There are many great books about finances available – start off with “Rich Dad, Poor Dad- Robert Kiyosaki” to learn all about the importance of investing.
Making time each day to prioritize your time towards looking at investment opportunities can really take your business further in the long run. It also helps if you have a basic understanding of what certain financial terms mean in order to help in making decisions when it comes down to investments.
2. Determine your Risk Profile
The first thing you need to understand when investing is the risk-reward profile of various instruments. Your specific situation will determine what works for you, but it’s important to know your appetite for risk.
For example, not all investments are created equal. While some may have a higher return potential, they are also riskier than others, requiring greater levels of understanding if they are to realize any gains.

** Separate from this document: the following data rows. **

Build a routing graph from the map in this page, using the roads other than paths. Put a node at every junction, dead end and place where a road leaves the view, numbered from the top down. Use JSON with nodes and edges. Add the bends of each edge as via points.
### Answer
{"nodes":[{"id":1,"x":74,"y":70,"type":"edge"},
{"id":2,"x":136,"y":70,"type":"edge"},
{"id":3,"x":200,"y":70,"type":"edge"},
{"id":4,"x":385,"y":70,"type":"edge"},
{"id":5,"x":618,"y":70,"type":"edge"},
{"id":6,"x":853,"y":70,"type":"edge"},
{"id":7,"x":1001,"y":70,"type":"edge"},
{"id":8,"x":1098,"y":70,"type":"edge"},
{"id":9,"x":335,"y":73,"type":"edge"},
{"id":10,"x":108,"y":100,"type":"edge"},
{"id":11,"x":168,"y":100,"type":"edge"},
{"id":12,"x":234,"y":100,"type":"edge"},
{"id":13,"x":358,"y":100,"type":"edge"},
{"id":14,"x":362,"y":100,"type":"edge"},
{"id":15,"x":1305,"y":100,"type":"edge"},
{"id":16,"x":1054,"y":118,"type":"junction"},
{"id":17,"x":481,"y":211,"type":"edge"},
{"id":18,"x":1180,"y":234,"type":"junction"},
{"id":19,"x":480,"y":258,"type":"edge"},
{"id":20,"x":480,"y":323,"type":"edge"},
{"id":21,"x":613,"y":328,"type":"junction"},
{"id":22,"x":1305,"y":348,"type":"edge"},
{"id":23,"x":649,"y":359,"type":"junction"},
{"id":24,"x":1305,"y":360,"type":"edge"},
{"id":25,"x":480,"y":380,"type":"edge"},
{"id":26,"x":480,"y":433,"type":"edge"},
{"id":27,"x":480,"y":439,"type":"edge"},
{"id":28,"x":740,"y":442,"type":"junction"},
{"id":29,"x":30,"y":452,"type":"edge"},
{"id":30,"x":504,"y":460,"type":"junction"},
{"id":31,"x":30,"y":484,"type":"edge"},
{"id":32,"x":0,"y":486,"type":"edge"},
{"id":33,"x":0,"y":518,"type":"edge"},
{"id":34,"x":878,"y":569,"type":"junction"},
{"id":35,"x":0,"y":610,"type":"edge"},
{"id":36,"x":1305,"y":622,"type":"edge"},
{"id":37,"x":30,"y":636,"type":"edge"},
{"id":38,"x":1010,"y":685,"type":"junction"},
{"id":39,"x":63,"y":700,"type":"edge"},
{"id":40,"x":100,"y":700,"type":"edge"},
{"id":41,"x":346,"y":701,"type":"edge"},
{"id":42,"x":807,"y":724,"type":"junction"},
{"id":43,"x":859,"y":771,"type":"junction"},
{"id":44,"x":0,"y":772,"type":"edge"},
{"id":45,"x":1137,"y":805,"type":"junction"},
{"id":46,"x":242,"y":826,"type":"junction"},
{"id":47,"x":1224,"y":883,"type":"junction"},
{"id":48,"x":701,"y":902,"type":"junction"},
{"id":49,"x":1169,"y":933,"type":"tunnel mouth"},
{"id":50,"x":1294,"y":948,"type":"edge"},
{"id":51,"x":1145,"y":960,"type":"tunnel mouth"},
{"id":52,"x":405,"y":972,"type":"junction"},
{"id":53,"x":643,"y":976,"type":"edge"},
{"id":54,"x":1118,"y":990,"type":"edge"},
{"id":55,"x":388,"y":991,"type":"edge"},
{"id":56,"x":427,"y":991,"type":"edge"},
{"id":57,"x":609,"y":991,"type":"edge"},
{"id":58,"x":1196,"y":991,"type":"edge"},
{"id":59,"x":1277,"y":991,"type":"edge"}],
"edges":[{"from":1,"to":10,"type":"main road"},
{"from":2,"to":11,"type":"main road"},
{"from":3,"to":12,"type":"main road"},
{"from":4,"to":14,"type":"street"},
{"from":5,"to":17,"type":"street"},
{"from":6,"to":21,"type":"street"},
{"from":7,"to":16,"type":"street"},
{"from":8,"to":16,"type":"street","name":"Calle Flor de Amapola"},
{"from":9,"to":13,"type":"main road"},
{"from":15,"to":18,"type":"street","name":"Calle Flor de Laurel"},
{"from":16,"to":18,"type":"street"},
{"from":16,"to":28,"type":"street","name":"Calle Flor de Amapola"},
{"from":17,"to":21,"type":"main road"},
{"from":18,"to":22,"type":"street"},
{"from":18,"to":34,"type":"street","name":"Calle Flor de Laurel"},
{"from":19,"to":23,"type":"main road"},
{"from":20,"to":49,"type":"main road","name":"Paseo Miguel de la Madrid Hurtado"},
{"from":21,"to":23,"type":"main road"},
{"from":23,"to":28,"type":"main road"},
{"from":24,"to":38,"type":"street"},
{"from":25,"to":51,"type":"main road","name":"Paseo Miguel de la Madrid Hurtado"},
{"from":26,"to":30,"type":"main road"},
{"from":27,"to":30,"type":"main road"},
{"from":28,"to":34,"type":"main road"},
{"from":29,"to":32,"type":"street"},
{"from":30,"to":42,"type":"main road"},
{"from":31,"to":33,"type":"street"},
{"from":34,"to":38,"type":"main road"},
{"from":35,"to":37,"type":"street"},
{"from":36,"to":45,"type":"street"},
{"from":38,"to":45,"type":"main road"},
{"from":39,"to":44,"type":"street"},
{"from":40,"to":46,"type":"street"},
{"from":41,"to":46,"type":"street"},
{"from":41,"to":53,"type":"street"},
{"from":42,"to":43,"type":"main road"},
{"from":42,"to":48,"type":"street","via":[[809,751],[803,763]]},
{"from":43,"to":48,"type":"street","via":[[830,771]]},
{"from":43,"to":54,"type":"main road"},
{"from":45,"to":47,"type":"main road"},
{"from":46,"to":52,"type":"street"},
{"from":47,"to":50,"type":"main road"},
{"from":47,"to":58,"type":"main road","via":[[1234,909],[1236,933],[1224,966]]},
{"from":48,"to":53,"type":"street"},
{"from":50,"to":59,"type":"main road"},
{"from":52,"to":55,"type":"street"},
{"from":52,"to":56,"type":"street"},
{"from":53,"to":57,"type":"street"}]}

Keep in mind that not all investments are suitable or necessary just because your friends or family happen to be investing in them at certain times so do your due diligence especially when it comes down to what works best for you!
3. Set your Financial Goals
Set up a comprehensive financial plan, categorized by your time frame. When setting goals for your finances, be sure to consider the level of risk you are willing to take.
For example, if you are not willing to invest in stocks because they are too risky for your taste, but you still want to plan retirement, you can probably invest in tax-saving discounts like PPF or NSCs.
However, these kinds of tax-saving investments will take much more time than say if you were thinking of investing in direct mutual funds which require more of an initial investment up-front since it is geared quite heavily towards stocks rather than government securities which fall under the Public Provident Fund or National Savings Commission respectively.
So account for that time while setting your goal so you don’t get caught off guard when your money is just sitting there not doing anything!
4. Link your Financial Goals to Specific Investments
When it comes to making investments, you always need to keep your goal in mind. Long-term goals are an ideal one for investing because they give money the chance to work for you over time.
It doesn’t hurt to start small and build up gradually as your funds allow – just make sure that before you choose the type of investment that’s right for you, you take into consideration what you have invested in so far and how much more room there is to invest!
Sound stocks are worth their weight in gold after all so there really is no point making any moves without thinking it through or else you might find yourself tossing around too many different ideas at once instead of choosing one specific thing so there’s enough focus on that particular subject.
5. Review your Financial Portfolio Periodically
It is very important to check the performance of your investments every once in a while. You might think that checking frequently or doing it frequently makes sense but that’s not true at all.
Check either quarterly, every 6 months, or once a year – at any point in time, but make sure you do that at some point over a period of a year. This is necessary because sometimes priorities change and they may change frequently depending on what you’re trying to achieve overall.
Sometimes you’ll need to add new investments, switch up your existing ones which aren’t performing well or move some around, but regardless of why your portfolio needs to be reviewed from time to time, it will always require an experienced portfolio manager whose job is to make sure you’re getting the most out of everything!
Listen to More Podcast:-
- Stock Markets Pt 2 – Episode 25
- Stock Markets Pt 1 – Episode 24
- Equity Investments Made Easy – Episode 26
- Investment Opportunities with Real Estate – Episode 27
We hope you enjoyed this blog post on 5 critical factors to consider before investing. We know that making investment decisions is a serious matter and we also know that there are many factors to consider in the process. We encourage you to take the time to ask yourself these questions and we hope you find this information helpful in making your next investment decisions.